Data supplied: Begin

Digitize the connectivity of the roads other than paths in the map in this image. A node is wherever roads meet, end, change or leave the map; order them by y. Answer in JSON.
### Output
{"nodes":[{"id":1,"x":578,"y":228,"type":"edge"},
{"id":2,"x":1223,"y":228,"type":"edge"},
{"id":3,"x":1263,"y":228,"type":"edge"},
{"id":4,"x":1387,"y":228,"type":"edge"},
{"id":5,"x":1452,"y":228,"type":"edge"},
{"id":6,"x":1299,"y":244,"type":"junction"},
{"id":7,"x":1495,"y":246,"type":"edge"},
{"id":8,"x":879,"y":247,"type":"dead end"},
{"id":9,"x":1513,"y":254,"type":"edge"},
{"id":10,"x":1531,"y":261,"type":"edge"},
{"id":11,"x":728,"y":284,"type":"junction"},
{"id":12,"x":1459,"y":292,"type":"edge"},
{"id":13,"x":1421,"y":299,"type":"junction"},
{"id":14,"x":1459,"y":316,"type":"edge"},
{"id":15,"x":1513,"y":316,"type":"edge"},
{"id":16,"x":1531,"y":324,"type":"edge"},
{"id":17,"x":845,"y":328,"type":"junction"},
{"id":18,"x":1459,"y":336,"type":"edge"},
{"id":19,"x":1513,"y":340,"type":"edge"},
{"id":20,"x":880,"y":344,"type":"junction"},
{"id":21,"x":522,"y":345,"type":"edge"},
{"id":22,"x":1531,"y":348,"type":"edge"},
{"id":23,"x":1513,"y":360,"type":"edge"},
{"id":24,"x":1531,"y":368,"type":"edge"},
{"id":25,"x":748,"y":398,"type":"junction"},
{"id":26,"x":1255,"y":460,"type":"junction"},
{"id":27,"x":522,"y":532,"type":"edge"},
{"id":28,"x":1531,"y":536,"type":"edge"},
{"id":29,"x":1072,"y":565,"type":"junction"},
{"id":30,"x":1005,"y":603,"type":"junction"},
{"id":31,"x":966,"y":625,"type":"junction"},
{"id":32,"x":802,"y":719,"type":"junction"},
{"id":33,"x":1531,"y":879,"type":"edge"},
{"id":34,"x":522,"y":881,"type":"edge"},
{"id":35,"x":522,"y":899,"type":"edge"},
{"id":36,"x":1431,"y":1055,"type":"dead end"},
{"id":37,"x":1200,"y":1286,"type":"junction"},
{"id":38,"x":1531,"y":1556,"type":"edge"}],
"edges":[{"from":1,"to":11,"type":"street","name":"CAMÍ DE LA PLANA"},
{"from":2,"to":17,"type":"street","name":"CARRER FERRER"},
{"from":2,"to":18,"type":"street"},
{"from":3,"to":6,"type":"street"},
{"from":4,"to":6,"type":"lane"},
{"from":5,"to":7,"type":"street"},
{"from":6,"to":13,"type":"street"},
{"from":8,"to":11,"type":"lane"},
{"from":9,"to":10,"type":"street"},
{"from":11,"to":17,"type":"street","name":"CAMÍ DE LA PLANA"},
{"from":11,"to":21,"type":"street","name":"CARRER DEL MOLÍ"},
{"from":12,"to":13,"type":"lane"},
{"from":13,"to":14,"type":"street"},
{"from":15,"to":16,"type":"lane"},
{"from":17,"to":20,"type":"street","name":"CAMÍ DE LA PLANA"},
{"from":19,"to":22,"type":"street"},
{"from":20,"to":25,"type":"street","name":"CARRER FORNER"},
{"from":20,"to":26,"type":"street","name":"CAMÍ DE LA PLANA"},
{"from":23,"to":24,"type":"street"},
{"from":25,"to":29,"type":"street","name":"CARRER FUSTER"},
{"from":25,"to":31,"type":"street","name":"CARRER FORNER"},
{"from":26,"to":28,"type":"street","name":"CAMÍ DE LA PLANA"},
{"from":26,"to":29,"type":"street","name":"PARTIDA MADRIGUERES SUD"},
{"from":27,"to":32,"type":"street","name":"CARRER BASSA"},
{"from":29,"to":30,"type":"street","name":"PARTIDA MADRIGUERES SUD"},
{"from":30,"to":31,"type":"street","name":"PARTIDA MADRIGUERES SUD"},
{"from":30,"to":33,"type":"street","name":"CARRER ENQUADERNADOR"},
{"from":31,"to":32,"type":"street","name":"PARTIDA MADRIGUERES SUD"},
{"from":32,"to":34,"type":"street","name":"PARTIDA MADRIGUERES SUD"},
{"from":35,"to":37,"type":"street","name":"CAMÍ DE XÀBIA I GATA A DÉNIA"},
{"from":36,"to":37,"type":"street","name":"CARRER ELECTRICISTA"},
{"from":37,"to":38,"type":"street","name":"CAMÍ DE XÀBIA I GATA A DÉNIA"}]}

Data supplied: End
Data supplied: Begin

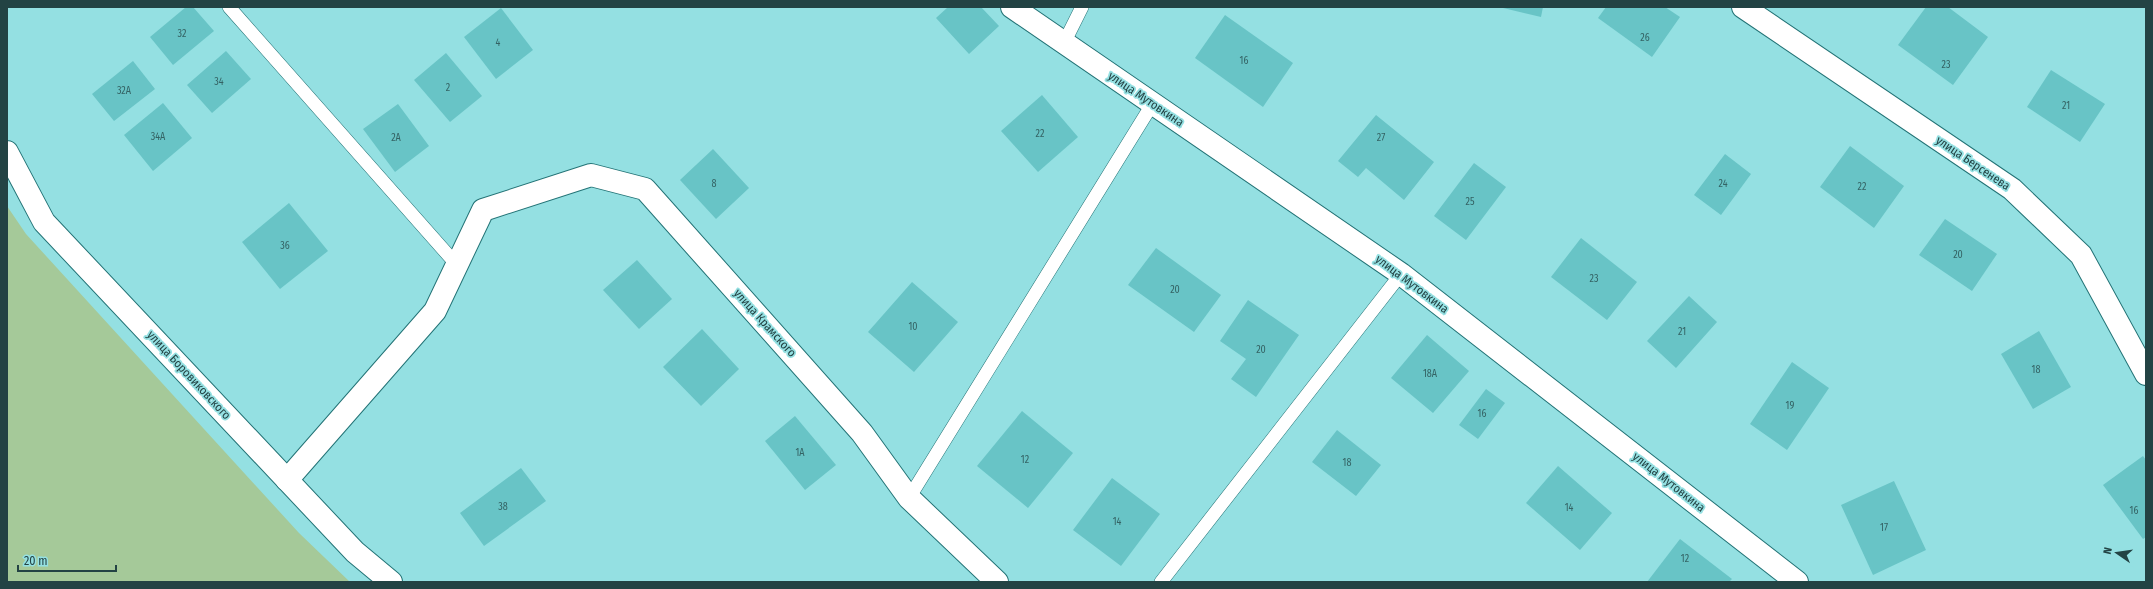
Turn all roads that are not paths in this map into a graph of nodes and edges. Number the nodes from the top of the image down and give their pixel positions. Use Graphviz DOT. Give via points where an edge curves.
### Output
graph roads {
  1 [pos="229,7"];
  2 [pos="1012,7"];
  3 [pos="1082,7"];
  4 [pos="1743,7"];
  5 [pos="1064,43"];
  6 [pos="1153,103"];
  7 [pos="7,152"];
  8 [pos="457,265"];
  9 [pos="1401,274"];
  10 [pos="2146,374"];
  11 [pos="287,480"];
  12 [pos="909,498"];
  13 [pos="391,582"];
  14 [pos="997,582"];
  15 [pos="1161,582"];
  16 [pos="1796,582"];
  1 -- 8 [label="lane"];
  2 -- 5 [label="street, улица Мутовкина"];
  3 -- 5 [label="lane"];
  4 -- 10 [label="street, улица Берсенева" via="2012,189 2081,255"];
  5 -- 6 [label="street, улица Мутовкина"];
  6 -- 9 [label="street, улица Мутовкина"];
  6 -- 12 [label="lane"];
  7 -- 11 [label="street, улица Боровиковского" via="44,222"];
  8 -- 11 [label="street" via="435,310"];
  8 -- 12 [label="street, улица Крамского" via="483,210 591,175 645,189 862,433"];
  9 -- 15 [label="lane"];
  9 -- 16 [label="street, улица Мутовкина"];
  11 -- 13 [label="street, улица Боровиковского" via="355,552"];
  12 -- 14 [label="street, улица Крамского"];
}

Data supplied: End

### The problem:
Extract every line containing the string "image" from the material.

### Answer to the problem:
Digitize the connectivity of the roads other than paths in the map in this image. A node is wherever roads meet, end, change or leave the map; order them by y. Answer in JSON.
Turn all roads that are not paths in this map into a graph of nodes and edges. Number the nodes from the top of the image down and give their pixel positions. Use Graphviz DOT. Give via points where an edge curves.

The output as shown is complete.